**EXERCISE INSTRUCTIONS**
Where "name" appears in a line of the entries below, that line should be copied.

[EXERCISE MATERIAL Boundary: Start]

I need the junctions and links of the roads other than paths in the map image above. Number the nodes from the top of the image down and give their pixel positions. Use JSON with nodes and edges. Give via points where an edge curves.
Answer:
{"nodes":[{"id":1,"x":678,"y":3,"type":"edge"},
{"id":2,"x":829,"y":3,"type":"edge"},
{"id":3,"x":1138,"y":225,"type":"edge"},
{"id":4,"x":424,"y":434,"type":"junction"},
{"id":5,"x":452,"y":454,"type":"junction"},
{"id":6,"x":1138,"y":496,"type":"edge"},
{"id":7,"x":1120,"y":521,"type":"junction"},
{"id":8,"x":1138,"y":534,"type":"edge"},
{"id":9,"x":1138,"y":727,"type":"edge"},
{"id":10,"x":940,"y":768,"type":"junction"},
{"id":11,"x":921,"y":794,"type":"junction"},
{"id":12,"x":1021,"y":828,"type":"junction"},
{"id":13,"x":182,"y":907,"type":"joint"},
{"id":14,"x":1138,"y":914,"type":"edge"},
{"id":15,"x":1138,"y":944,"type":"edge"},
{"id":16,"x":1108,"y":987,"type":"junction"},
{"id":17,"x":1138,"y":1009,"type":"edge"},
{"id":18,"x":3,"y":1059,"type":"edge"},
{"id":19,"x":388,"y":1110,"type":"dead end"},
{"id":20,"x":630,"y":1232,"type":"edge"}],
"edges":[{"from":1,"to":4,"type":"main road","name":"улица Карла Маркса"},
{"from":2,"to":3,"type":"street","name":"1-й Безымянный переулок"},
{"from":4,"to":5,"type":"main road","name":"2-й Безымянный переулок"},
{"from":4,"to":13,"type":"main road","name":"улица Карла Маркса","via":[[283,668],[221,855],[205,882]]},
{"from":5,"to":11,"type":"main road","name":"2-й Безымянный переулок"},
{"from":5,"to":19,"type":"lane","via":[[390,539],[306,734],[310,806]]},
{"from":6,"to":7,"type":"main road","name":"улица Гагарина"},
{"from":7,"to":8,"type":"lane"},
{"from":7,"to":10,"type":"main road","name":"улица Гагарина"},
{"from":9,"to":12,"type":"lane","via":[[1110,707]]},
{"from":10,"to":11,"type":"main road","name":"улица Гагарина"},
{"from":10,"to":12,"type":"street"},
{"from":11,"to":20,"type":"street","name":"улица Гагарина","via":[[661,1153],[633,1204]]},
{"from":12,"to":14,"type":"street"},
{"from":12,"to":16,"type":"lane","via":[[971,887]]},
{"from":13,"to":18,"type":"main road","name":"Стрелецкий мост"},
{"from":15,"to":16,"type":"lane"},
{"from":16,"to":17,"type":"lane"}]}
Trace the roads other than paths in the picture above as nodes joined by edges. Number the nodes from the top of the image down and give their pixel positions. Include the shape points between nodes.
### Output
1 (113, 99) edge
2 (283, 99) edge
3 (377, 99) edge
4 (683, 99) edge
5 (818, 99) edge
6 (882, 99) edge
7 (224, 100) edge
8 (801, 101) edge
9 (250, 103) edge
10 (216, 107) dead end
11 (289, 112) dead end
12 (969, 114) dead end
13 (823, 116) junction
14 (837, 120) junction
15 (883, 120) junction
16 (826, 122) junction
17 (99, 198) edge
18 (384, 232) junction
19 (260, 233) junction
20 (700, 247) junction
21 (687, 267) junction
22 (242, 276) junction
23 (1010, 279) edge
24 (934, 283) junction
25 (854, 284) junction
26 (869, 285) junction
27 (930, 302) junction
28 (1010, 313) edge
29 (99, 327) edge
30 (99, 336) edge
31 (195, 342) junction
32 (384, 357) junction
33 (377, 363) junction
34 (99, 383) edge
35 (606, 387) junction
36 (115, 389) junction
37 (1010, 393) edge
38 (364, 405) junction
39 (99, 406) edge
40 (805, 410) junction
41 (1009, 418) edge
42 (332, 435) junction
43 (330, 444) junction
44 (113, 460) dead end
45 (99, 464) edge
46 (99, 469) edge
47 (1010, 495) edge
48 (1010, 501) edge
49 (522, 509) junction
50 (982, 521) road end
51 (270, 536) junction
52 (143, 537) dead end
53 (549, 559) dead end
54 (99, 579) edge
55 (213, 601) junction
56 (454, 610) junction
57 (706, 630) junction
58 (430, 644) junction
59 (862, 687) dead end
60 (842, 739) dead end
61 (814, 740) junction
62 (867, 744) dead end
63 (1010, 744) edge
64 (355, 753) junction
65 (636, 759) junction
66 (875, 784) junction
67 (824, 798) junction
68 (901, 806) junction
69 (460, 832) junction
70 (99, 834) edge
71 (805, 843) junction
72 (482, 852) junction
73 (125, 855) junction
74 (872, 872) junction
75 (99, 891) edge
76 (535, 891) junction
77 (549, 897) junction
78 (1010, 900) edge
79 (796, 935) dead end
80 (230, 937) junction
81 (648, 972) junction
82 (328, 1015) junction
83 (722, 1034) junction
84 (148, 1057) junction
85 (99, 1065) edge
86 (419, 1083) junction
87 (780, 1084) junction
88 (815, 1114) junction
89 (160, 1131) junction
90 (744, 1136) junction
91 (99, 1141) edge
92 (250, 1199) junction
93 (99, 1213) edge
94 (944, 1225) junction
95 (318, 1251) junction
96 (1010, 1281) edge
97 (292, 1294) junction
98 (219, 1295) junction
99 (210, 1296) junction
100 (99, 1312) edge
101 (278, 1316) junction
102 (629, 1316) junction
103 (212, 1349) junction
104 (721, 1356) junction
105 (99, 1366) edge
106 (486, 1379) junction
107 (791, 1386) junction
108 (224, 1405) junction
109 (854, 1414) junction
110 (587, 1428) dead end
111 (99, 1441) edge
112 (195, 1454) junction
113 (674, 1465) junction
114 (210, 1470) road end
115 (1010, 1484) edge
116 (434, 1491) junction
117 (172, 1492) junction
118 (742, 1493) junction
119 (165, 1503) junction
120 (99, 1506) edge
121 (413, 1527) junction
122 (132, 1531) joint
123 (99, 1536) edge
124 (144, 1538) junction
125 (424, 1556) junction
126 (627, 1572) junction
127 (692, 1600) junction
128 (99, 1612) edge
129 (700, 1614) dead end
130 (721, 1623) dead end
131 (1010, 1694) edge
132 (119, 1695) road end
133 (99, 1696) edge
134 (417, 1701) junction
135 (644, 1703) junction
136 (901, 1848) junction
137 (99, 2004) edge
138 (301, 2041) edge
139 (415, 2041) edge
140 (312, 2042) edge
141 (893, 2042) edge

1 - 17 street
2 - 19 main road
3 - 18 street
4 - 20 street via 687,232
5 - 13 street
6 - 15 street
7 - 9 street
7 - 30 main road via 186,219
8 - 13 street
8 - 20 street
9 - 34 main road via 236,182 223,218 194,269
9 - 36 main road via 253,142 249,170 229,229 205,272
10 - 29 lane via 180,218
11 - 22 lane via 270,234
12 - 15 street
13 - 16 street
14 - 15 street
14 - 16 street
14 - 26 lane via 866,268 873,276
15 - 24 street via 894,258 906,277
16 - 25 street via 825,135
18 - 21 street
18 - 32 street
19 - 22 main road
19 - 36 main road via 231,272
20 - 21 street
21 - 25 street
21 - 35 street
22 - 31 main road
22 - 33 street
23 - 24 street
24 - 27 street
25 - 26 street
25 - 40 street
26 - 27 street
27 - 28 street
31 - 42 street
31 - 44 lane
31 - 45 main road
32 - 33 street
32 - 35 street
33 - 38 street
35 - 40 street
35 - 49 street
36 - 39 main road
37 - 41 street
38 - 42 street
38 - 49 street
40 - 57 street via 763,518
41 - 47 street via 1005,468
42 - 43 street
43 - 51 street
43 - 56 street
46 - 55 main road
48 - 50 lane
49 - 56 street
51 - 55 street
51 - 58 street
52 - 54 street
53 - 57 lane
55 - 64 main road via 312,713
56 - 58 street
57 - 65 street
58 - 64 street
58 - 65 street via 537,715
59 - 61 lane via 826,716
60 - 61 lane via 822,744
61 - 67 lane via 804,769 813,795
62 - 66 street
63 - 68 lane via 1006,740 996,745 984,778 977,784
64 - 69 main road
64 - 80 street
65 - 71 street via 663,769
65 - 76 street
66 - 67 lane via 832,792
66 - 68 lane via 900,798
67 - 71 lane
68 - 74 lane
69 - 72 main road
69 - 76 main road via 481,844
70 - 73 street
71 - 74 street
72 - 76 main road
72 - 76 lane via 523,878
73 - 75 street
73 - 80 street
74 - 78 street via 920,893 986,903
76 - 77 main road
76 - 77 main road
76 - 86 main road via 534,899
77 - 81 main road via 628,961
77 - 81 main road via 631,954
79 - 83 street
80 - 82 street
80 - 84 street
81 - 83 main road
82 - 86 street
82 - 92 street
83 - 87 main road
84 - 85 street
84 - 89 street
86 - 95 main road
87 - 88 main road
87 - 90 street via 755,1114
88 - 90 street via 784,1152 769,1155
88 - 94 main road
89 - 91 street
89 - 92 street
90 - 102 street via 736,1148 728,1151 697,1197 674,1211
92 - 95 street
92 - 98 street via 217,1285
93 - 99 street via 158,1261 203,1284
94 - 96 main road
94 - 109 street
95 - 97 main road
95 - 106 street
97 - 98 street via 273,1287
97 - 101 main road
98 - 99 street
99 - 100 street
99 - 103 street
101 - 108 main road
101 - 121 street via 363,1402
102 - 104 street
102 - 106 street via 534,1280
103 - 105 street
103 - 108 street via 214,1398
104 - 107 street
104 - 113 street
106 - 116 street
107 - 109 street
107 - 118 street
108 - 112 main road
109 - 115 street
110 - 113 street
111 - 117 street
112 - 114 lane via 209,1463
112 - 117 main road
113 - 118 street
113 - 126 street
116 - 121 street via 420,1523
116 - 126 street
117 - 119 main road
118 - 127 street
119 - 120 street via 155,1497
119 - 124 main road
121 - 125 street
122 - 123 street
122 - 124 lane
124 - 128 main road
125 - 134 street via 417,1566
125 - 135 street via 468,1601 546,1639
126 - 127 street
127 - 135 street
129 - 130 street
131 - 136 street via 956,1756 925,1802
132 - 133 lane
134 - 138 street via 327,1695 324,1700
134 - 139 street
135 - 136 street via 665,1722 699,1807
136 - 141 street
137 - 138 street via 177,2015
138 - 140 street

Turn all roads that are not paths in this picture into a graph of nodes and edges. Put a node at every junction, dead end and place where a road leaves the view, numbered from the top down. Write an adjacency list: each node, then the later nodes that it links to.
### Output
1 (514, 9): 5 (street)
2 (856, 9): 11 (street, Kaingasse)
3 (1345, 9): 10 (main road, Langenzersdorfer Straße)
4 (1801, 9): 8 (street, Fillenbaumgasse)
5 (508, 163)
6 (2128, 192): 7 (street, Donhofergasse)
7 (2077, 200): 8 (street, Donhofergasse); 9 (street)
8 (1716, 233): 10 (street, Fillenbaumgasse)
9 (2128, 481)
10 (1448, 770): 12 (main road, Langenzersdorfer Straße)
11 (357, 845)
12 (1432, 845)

[EXERCISE MATERIAL Boundary: End]

**WORKED SOLUTION**
"edges":[{"from":1,"to":4,"type":"main road","name":"улица Карла Маркса"},
{"from":2,"to":3,"type":"street","name":"1-й Безымянный переулок"},
{"from":4,"to":5,"type":"main road","name":"2-й Безымянный переулок"},
{"from":4,"to":13,"type":"main road","name":"улица Карла Маркса","via":[[283,668],[221,855],[205,882]]},
{"from":5,"to":11,"type":"main road","name":"2-й Безымянный переулок"},
{"from":6,"to":7,"type":"main road","name":"улица Гагарина"},
{"from":7,"to":10,"type":"main road","name":"улица Гагарина"},
{"from":10,"to":11,"type":"main road","name":"улица Гагарина"},
{"from":11,"to":20,"type":"street","name":"улица Гагарина","via":[[661,1153],[633,1204]]},
{"from":13,"to":18,"type":"main road","name":"Стрелецкий мост"},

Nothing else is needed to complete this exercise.